Distillation by Matching Training Trajectories (MTT)

Matching Training Trajectories (MTT) creates synthetic data that guide a model along a sequence of weight updates resembling the sequence obtained when training on real data from the same initialisation.

MTT performs long-range parameter matching. After N updates on synthetic data, the model parameters should be close to those obtained after M updates on the real dataset, with M greater than N in practice. By bringing these two sets of parameters closer, the distilled dataset gradually learns to encode the key training signal of the full dataset.

How does this work

The student model is initialised with parameters taken from a random point in the real-data training trajectory.
The student model is trained for N gradient descent steps using the current synthetic dataset.
From the real or expert trajectory, parameters M steps ahead of the sampled starting point are retrieved. These represent how the model evolves when trained on real data.
A weight-matching loss is computed between the student’s parameters after N updates and the expert’s parameters after M updates.
The synthetic images are updated until the distilled dataset reliably guides the student model along trajectories that resemble those of the real dataset.

A diagram showing two neural network training trajectories starting from the same initialisation: a long expert trajectory trained on real data (in dark blue), and a short distilled trajectory trained on synthetic data (in coral). The endpoints of both trajectories are matched so that the distilled data reproduces similar weight updates with far fewer training steps. — Matching Training Trajectories (MTT): the student model trains for a short trajectory on distilled data, and its parameters are optimised to match the expert model’s parameters after a longer real-data trajectory (n ≪ m).

Benefits

Faster and lower cost training
Smaller datasets to store, handle and share
More compliant workflows, since raw patient data does not need to be exchanged

Application

Li et al. evaluated Dataset Condensation (DC) and Matching Training Trajectories (MTT) on eight datasets from the MedMNIST collection : PathMNIST, DermaMNIST, OCTMNIST, BloodMNIST, TissueMNIST, OrganAMNIST, OrganCMNIST and OrganSMNIST.

Across these benchmarks, DC outperformed both MTT and random selection.

Distillation methods showed clear advantages on several datasets such as BloodMNIST, TissueMNIST, OrganAMNIST, OrganCMNIST and OrganSMNIST, while offering limited gains on others. This indicates that distillation effectiveness is task dependent.

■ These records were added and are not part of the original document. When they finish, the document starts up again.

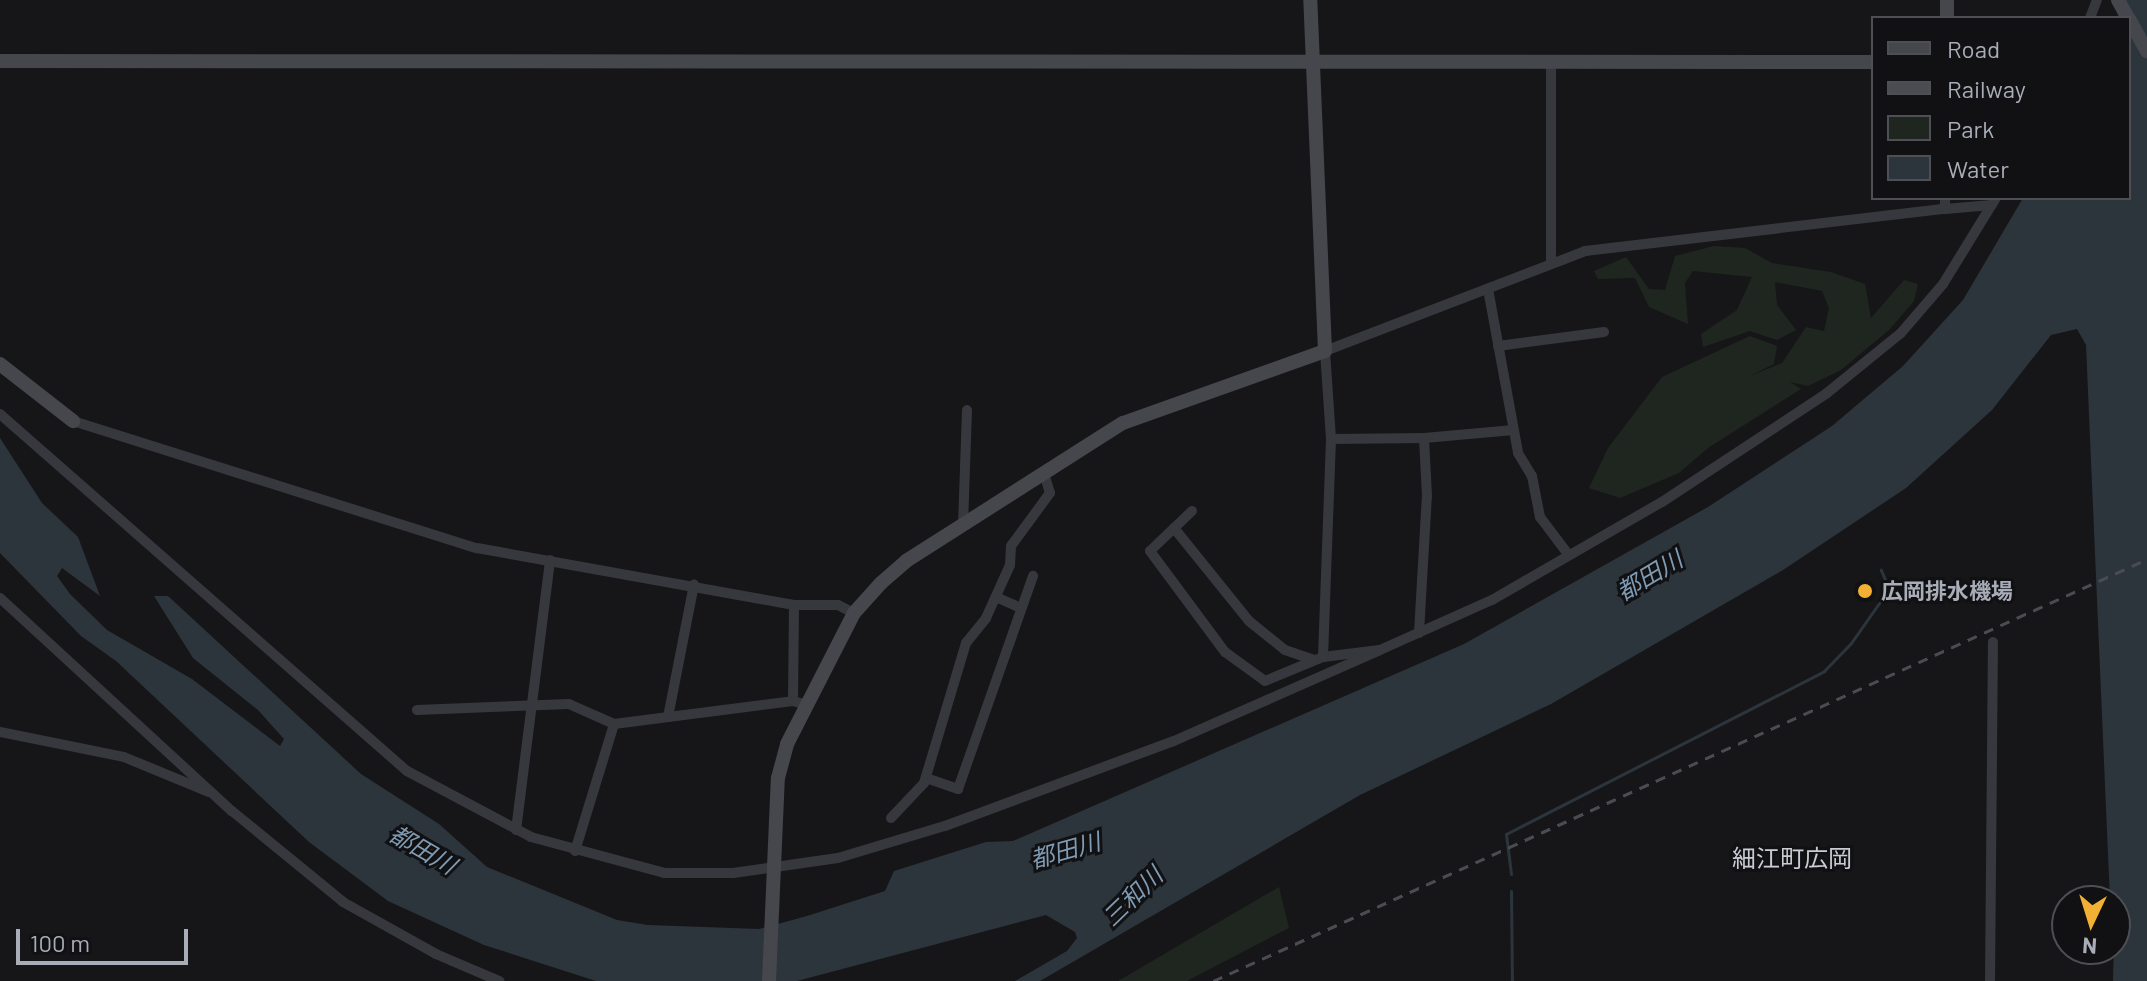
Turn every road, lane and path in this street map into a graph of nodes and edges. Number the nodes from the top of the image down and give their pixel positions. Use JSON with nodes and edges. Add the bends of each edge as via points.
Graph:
{"nodes":[{"id":1,"x":1310,"y":0,"type":"edge"},
{"id":2,"x":2131,"y":23,"type":"edge"},
{"id":3,"x":2147,"y":51,"type":"edge"},
{"id":4,"x":1313,"y":59,"type":"junction"},
{"id":5,"x":1551,"y":60,"type":"junction"},
{"id":6,"x":0,"y":61,"type":"edge"},
{"id":7,"x":1871,"y":62,"type":"edge"},
{"id":8,"x":1994,"y":202,"type":"edge"},
{"id":9,"x":1945,"y":204,"type":"edge"},
{"id":10,"x":1551,"y":263,"type":"junction"},
{"id":11,"x":1488,"y":289,"type":"junction"},
{"id":12,"x":1604,"y":332,"type":"dead end"},
{"id":13,"x":1498,"y":346,"type":"junction"},
{"id":14,"x":1325,"y":351,"type":"junction"},
{"id":15,"x":0,"y":364,"type":"edge"},
{"id":16,"x":967,"y":410,"type":"dead end"},
{"id":17,"x":0,"y":414,"type":"edge"},
{"id":18,"x":73,"y":421,"type":"joint"},
{"id":19,"x":1514,"y":430,"type":"junction"},
{"id":20,"x":1424,"y":438,"type":"junction"},
{"id":21,"x":1331,"y":439,"type":"junction"},
{"id":22,"x":1044,"y":473,"type":"junction"},
{"id":23,"x":1192,"y":511,"type":"dead end"},
{"id":24,"x":963,"y":525,"type":"junction"},
{"id":25,"x":1174,"y":528,"type":"junction"},
{"id":26,"x":1568,"y":554,"type":"junction"},
{"id":27,"x":550,"y":560,"type":"junction"},
{"id":28,"x":1033,"y":576,"type":"dead end"},
{"id":29,"x":694,"y":585,"type":"junction"},
{"id":30,"x":996,"y":597,"type":"junction"},
{"id":31,"x":0,"y":598,"type":"edge"},
{"id":32,"x":794,"y":605,"type":"junction"},
{"id":33,"x":1021,"y":608,"type":"junction"},
{"id":34,"x":854,"y":613,"type":"junction"},
{"id":35,"x":1419,"y":633,"type":"junction"},
{"id":36,"x":1993,"y":642,"type":"dead end"},
{"id":37,"x":1380,"y":650,"type":"junction"},
{"id":38,"x":1318,"y":658,"type":"junction"},
{"id":39,"x":800,"y":703,"type":"junction"},
{"id":40,"x":533,"y":704,"type":"junction"},
{"id":41,"x":417,"y":710,"type":"dead end"},
{"id":42,"x":668,"y":717,"type":"junction"},
{"id":43,"x":614,"y":724,"type":"junction"},
{"id":44,"x":0,"y":732,"type":"edge"},
{"id":45,"x":926,"y":778,"type":"junction"},
{"id":46,"x":211,"y":792,"type":"junction"},
{"id":47,"x":891,"y":818,"type":"dead end"},
{"id":48,"x":516,"y":830,"type":"junction"},
{"id":49,"x":575,"y":851,"type":"junction"},
{"id":50,"x":774,"y":871,"type":"junction"},
{"id":51,"x":499,"y":981,"type":"edge"},
{"id":52,"x":769,"y":981,"type":"edge"},
{"id":53,"x":1990,"y":981,"type":"edge"}],
"edges":[{"from":1,"to":4,"type":"street"},
{"from":2,"to":3,"type":"street"},
{"from":4,"to":5,"type":"street"},
{"from":4,"to":6,"type":"street"},
{"from":4,"to":14,"type":"street"},
{"from":5,"to":7,"type":"street"},
{"from":5,"to":10,"type":"street"},
{"from":8,"to":9,"type":"street"},
{"from":8,"to":26,"type":"street","via":[[1943,284],[1901,333],[1748,448]]},
{"from":9,"to":10,"type":"street","via":[[1628,245]]},
{"from":10,"to":11,"type":"street"},
{"from":11,"to":13,"type":"street"},
{"from":11,"to":14,"type":"street"},
{"from":12,"to":13,"type":"street"},
{"from":13,"to":19,"type":"street"},
{"from":14,"to":21,"type":"street"},
{"from":14,"to":22,"type":"street","via":[[1123,423]]},
{"from":15,"to":18,"type":"street"},
{"from":16,"to":24,"type":"street"},
{"from":17,"to":48,"type":"street","via":[[407,771]]},
{"from":18,"to":27,"type":"street","via":[[477,548]]},
{"from":19,"to":20,"type":"street"},
{"from":19,"to":26,"type":"street","via":[[1518,453],[1532,476],[1540,517]]},
{"from":20,"to":21,"type":"street"},
{"from":20,"to":35,"type":"street","via":[[1427,496]]},
{"from":21,"to":38,"type":"street"},
{"from":22,"to":24,"type":"street"},
{"from":22,"to":30,"type":"street","via":[[1050,493],[1011,546],[1010,565]]},
{"from":23,"to":25,"type":"street"},
{"from":24,"to":34,"type":"street","via":[[906,561]]},
{"from":25,"to":38,"type":"street","via":[[1249,621],[1285,650]]},
{"from":25,"to":38,"type":"street","via":[[1150,551],[1225,652],[1265,681]]},
{"from":26,"to":35,"type":"street","via":[[1492,600]]},
{"from":27,"to":29,"type":"street"},
{"from":27,"to":40,"type":"street"},
{"from":28,"to":33,"type":"street"},
{"from":29,"to":32,"type":"street"},
{"from":29,"to":42,"type":"street"},
{"from":30,"to":33,"type":"street"},
{"from":30,"to":45,"type":"street","via":[[966,643]]},
{"from":31,"to":46,"type":"street"},
{"from":32,"to":34,"type":"street","via":[[838,605]]},
{"from":32,"to":39,"type":"street"},
{"from":33,"to":45,"type":"street","via":[[958,789]]},
{"from":34,"to":39,"type":"street"},
{"from":35,"to":37,"type":"street"},
{"from":36,"to":53,"type":"street"},
{"from":37,"to":38,"type":"street"},
{"from":37,"to":50,"type":"street","via":[[1187,736],[958,821],[838,858]]},
{"from":39,"to":42,"type":"street"},
{"from":39,"to":50,"type":"street","via":[[778,778]]},
{"from":40,"to":41,"type":"street"},
{"from":40,"to":43,"type":"street","via":[[569,704]]},
{"from":40,"to":48,"type":"street"},
{"from":42,"to":43,"type":"street"},
{"from":43,"to":49,"type":"street"},
{"from":44,"to":46,"type":"street","via":[[124,757]]},
{"from":45,"to":47,"type":"street"},
{"from":46,"to":51,"type":"street","via":[[343,902],[436,954]]},
{"from":48,"to":49,"type":"street"},
{"from":49,"to":50,"type":"street","via":[[664,873]]},
{"from":50,"to":52,"type":"street"}]}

Li et al. also reported a strong linear correlation between the accuracies of distilled subsets and randomly selected subsets. This suggests that random selection acts as a proxy for task difficulty. Simpler classification tasks with more separable features are more likely to benefit from distillation, while complex tasks may require tailored or domain-aware approaches.

Conclusion

Data distillation reduces data requirements by creating compact synthetic datasets that preserve key learning dynamics. Approaches like DC and MTT show clear potential in medical imaging, especially on tasks with distinct and easily separable features. Yet results vary across datasets, suggesting that distillation is not a one-size-fits-all solution and must be adapted carefully to each use case.

As part of a broader data-efficient strategy, it remains a valuable tool for building scalable, privacy-aligned medical AI systems while helping teams reduce their dependency on large, fully supervised datasets.

From my experience building and auditing medical imaging pipelines, distillation should be viewed as a complementary tool rather than a shortcut. Where it shines is reducing compute, enabling privacy-preserving collaboration, and supporting early prototyping, not replacing real clinical data. When integrated thoughtfully, it can significantly reduce reliance on large datasets while maintaining clinical credibility.